Depuis sa libération en 2003, après avoir purgé douze ans de prison, tout le monde a remarqué l’isolement médiatique et politique de Benhadj, en particulier dans le camp islamiste. Il ne peut plus se déplacer sans garde du corps de peur d’être lynché et molesté par d’anciens compagnons qui ont payé très cher ses errements. Au moment où l’Algérie authentique doit se ressourcer pour se reconstruire politiquement, il est temps que l’opinion publique sache comment et pourquoi Ali Benhadj a tué l’islamisme politique et contribué au chaos sanglant par son comportement suicidaire et insurrectionnel.
Une bête de scène
Ali Benhadj est le Michael Jackson du prêche islamiste, ni blanc, ni noir, mince et longiligne, et une présence scénique phénoménale. Par la force du verbe qui soulève les foules, il surclasse tous les prédicateurs. Le seul qui pouvait le concurrencer était Mahfoud Nahnah. Mais ses discours modérateurs et conciliants n’avaient pas prise sur une jeunesse citadine avide de violence et de règlements de comptes. Nahnah et Abdallah Djaballah, instruits par leur propre expérience et celle de l’affaire Bouyali, marquèrent leur désaccord avec la « délinquance » d’Ali avant même le lancement du FIS.

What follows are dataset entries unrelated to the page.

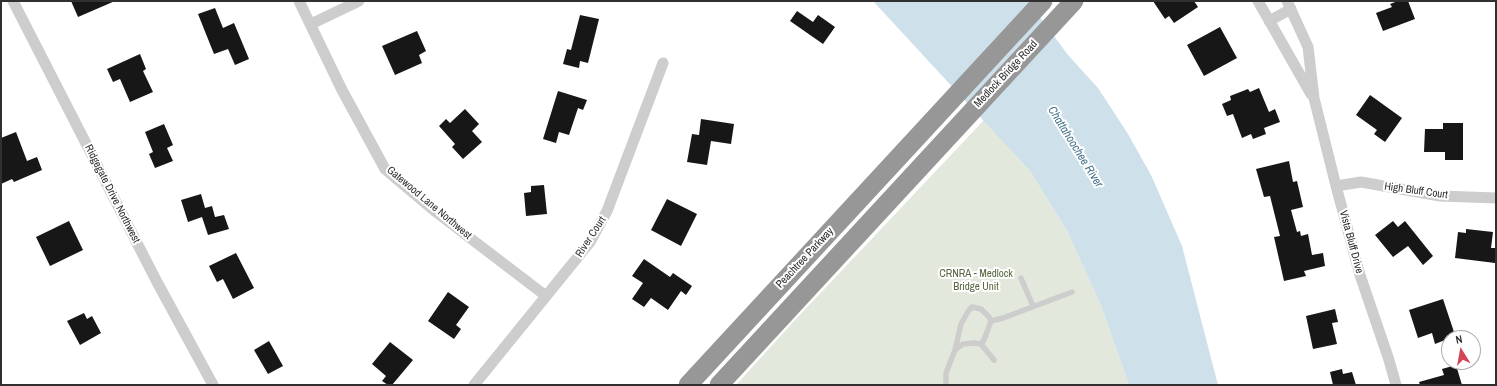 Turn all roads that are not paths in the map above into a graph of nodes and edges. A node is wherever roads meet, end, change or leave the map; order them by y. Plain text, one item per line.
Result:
1 (13, 1) edge
2 (299, 1) edge
3 (359, 1) edge
4 (1043, 1) edge
5 (1074, 1) edge
6 (1258, 1) edge
7 (1289, 5) edge
8 (1269, 21) junction
9 (311, 24) junction
10 (663, 63) dead end
11 (1314, 98) junction
12 (922, 131) joint
13 (939, 147) joint
14 (1336, 186) junction
15 (1496, 198) edge
16 (1021, 278) dead end
17 (1072, 292) dead end
18 (546, 296) junction
19 (1033, 306) junction
20 (991, 321) junction
21 (981, 344) junction
22 (955, 350) junction
23 (994, 360) dead end
24 (213, 385) edge
25 (474, 385) edge
26 (688, 385) edge
27 (719, 385) edge
28 (946, 385) edge
29 (1396, 385) edge

1 - 24 street, Ridgegate Drive Northwest
2 - 9 street, Gatewood Lane Northwest
3 - 9 street
4 - 12 highway, Medlock Bridge Road
5 - 13 highway, Medlock Bridge Road
6 - 8 street, Vista Bluff Drive
7 - 8 street
7 - 11 street, Vista Bluff Drive
8 - 11 street, Vista Bluff Drive
9 - 18 street, Gatewood Lane Northwest
10 - 18 street, River Court
11 - 14 street, Vista Bluff Drive
12 - 26 highway, Peachtree Parkway
13 - 27 highway, Peachtree Parkway
14 - 15 street, High Bluff Court
14 - 29 street, Vista Bluff Drive
16 - 19 lane
17 - 19 lane
18 - 25 street, River Court
19 - 20 lane
20 - 21 lane
20 - 22 lane
21 - 22 lane
21 - 23 lane
22 - 28 lane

Lors du conclave islamiste qui devait décider de la marche à suivre après plusieurs années de militantisme clandestin, le jeune Benhadj, âgé de 32 ans, a bousculé toute la hiérarchie alors que son niveau intellectuel est moyen et ses connaissances théologiques très limitées. Son rôle fut déterminant dans la création du FIS le 10 mars 1989 à la mosquée Ben Badis de Kouba où il s’imposa comme vice-président derrière Abassi Madani, piètre orateur, qui croyait pouvoir dompter le fougueux prédicateur dont il avait besoin pour galvaniser les foules. Dans les meetings, après quelques interventions des membres du majliss, Abassi ne prononçait que quelques mots en guise d’introduction au prêche enflammé d’Ali qui clôturait dans un délire incantatoire. Elevé dans les quartiers populaires d’Alger, Ali était doté de toute la panoplie verbale et gestuelle du « houmiste ». Il savait utiliser le langage de la sous-culture urbaine pour la catalyser en violence politique.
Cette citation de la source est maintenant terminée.